▶ [The task] Match the word "Leonard". Return each line of the data below where it appears.

▶ [Data]
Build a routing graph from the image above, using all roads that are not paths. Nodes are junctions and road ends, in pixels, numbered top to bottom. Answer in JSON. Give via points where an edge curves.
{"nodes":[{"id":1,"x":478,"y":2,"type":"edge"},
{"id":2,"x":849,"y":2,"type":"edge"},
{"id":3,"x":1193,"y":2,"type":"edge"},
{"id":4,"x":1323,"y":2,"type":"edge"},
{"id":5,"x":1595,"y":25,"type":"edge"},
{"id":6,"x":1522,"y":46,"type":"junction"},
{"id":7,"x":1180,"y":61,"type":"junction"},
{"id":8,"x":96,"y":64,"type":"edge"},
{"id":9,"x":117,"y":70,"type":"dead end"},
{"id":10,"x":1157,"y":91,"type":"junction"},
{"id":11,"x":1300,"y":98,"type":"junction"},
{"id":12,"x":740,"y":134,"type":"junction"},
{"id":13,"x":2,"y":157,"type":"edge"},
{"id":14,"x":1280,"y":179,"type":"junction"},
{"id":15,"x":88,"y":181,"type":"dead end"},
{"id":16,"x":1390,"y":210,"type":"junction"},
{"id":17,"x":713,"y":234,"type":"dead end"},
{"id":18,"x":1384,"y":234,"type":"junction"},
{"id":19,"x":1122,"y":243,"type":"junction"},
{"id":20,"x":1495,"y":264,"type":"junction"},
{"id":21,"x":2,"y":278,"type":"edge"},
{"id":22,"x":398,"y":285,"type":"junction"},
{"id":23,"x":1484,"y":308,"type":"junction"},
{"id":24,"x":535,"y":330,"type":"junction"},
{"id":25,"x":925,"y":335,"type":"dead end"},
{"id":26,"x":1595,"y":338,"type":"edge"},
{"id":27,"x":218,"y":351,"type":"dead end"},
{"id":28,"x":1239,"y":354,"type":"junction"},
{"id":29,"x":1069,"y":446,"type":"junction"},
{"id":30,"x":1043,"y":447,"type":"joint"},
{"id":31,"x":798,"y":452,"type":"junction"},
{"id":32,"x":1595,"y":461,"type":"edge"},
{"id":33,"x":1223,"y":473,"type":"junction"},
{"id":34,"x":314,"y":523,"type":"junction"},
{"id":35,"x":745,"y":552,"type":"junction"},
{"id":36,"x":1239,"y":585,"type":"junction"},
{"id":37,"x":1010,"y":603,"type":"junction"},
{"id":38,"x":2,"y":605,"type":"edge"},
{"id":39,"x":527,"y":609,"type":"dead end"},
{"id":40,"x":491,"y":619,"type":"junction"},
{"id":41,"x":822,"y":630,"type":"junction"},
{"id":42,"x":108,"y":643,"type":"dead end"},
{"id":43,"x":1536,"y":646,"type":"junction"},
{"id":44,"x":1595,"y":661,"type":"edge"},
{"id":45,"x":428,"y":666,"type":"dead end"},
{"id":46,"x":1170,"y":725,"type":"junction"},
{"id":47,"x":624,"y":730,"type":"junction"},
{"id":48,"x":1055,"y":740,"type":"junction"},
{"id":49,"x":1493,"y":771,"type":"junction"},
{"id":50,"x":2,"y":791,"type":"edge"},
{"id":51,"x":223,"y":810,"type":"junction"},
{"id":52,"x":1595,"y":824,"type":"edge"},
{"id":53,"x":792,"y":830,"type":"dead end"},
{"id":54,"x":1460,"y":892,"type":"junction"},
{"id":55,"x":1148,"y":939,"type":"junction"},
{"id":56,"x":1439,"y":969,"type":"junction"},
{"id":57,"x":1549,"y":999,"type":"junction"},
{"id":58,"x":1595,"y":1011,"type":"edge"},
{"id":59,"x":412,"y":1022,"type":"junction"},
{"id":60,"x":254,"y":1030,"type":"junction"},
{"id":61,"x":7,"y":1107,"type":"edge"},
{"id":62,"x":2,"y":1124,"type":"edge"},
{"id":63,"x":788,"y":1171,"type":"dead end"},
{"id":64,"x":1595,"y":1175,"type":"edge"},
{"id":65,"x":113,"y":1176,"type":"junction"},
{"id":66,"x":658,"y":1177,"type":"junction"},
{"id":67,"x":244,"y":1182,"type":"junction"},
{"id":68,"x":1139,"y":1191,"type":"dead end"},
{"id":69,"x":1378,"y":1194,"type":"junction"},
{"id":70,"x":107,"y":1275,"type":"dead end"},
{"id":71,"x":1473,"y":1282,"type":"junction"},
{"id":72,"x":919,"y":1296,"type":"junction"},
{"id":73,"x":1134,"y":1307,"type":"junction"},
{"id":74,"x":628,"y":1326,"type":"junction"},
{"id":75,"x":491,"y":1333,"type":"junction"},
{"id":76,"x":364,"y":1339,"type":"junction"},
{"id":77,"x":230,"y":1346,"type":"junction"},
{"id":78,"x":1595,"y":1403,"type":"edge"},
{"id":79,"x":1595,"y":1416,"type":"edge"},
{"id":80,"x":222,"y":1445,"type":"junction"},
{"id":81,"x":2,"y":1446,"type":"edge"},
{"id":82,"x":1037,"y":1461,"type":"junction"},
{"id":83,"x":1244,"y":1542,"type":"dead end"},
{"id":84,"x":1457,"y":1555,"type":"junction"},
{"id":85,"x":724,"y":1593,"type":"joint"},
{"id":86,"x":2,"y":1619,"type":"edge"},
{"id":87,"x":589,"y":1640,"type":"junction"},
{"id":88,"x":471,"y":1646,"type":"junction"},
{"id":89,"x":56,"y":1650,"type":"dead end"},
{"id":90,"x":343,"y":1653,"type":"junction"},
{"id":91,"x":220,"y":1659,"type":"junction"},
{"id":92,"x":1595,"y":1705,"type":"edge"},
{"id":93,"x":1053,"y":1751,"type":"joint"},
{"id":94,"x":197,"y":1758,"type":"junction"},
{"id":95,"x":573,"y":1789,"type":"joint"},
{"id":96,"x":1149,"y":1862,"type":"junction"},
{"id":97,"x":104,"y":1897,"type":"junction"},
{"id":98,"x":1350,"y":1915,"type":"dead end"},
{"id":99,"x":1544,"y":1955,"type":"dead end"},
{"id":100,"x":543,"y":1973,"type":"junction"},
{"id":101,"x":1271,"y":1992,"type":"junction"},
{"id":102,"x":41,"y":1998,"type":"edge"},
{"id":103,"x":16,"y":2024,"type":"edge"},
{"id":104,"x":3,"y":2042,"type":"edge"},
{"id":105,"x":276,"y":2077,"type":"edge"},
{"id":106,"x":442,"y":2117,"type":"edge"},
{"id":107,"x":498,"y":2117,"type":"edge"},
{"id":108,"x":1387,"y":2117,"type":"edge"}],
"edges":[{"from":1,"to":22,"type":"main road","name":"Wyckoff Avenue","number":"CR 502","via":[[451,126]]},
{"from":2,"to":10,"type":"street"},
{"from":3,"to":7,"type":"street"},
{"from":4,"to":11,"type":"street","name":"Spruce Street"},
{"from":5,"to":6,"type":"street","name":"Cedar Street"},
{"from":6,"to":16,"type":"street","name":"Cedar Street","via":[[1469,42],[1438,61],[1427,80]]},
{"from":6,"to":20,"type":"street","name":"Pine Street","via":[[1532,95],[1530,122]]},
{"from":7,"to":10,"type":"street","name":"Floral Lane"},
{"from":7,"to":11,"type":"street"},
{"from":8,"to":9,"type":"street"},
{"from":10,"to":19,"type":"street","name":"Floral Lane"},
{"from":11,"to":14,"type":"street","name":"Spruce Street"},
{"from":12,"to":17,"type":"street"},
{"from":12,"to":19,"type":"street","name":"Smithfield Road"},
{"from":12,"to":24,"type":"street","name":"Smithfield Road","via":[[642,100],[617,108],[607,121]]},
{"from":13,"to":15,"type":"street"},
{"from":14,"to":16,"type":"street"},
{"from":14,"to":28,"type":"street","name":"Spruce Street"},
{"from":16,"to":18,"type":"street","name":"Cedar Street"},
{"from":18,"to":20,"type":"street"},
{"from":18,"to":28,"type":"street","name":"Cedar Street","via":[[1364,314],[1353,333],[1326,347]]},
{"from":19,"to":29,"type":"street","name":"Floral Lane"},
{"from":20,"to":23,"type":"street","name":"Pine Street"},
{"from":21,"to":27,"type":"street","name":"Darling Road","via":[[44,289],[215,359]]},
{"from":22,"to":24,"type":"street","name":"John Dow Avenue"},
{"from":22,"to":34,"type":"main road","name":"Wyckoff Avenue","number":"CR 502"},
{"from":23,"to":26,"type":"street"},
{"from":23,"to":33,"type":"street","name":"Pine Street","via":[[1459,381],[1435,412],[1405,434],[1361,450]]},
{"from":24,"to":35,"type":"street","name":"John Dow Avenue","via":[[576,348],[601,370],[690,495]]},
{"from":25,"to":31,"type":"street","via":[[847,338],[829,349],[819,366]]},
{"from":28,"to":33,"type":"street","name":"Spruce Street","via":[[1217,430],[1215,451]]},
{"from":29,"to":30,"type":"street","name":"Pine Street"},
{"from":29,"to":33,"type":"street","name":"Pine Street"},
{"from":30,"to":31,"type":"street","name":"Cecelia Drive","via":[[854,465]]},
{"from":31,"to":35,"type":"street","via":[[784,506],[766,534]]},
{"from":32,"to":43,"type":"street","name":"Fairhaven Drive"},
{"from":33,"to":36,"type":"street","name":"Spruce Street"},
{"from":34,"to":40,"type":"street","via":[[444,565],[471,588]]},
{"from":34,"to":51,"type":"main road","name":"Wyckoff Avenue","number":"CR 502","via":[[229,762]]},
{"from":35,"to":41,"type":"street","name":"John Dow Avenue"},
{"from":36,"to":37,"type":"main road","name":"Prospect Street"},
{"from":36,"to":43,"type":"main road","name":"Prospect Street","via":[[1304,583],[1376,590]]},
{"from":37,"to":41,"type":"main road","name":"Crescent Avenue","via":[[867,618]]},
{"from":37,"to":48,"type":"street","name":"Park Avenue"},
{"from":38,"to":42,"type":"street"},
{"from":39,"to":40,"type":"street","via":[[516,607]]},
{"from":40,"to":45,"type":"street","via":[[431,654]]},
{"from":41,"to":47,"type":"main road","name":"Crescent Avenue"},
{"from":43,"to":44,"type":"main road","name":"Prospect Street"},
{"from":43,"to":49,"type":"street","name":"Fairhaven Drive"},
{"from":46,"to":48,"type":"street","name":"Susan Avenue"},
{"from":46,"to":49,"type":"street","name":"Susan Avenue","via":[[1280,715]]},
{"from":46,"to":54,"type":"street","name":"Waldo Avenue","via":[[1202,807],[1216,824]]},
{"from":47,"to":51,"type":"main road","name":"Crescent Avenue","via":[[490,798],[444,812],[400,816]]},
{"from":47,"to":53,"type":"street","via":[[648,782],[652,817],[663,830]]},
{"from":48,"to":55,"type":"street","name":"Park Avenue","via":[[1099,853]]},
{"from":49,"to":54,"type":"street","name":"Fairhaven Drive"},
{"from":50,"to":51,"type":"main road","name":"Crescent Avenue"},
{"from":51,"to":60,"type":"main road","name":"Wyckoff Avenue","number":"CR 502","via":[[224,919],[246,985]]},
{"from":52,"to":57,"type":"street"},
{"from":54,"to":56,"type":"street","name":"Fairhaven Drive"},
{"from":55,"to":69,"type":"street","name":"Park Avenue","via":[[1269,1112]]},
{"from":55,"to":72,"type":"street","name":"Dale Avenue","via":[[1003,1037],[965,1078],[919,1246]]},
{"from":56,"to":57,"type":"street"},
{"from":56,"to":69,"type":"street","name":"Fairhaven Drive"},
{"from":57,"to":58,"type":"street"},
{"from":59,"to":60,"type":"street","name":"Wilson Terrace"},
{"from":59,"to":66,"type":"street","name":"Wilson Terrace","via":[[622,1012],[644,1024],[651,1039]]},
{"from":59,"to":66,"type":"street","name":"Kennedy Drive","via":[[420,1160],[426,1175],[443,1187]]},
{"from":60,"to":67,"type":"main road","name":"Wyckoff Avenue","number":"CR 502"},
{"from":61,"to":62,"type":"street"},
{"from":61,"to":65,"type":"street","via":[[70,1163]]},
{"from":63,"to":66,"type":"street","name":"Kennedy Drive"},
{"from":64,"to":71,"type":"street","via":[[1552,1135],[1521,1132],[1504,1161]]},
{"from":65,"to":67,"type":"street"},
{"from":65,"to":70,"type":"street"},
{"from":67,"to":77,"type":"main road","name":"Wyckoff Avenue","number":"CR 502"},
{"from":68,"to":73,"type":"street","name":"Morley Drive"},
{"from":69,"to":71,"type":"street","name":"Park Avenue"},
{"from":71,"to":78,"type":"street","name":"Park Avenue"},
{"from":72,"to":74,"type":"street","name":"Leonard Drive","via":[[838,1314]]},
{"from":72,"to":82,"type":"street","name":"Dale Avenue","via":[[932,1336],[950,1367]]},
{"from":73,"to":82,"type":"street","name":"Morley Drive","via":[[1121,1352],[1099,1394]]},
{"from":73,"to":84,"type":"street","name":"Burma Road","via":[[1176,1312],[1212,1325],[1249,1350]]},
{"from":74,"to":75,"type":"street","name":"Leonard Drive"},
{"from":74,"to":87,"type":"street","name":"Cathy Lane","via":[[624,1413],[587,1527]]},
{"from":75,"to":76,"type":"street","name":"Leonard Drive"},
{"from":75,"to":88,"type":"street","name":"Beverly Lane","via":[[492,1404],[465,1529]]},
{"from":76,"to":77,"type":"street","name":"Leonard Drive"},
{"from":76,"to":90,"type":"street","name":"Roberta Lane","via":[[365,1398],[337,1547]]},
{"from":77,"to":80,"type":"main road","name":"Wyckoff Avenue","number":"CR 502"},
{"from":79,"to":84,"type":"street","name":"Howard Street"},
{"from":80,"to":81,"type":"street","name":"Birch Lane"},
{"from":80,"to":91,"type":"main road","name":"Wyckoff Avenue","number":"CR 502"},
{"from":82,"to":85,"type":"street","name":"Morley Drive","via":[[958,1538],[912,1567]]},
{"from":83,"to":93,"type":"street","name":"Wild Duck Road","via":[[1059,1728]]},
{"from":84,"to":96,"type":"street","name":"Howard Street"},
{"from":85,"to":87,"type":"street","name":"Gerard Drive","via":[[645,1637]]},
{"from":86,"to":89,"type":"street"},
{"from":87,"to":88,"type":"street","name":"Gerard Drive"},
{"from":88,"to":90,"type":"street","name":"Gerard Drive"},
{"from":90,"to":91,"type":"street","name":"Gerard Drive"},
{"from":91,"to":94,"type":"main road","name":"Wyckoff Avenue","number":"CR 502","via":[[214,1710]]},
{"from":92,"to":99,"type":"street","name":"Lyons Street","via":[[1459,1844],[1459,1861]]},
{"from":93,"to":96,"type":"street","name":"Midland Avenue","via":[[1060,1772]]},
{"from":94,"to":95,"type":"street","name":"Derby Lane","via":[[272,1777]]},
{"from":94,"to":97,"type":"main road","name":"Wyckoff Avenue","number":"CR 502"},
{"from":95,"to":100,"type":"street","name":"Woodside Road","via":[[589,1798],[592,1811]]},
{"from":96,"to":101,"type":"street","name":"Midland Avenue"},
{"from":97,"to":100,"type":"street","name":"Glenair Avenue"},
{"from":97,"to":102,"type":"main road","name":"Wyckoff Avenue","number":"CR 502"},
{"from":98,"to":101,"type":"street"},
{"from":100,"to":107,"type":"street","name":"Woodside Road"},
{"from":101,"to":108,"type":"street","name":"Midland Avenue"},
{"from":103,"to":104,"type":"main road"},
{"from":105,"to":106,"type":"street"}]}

▶ [Solution for this exercise]
{"from":72,"to":74,"type":"street","name":"Leonard Drive","via":[[838,1314]]},
{"from":74,"to":75,"type":"street","name":"Leonard Drive"},
{"from":75,"to":76,"type":"street","name":"Leonard Drive"},
{"from":76,"to":77,"type":"street","name":"Leonard Drive"},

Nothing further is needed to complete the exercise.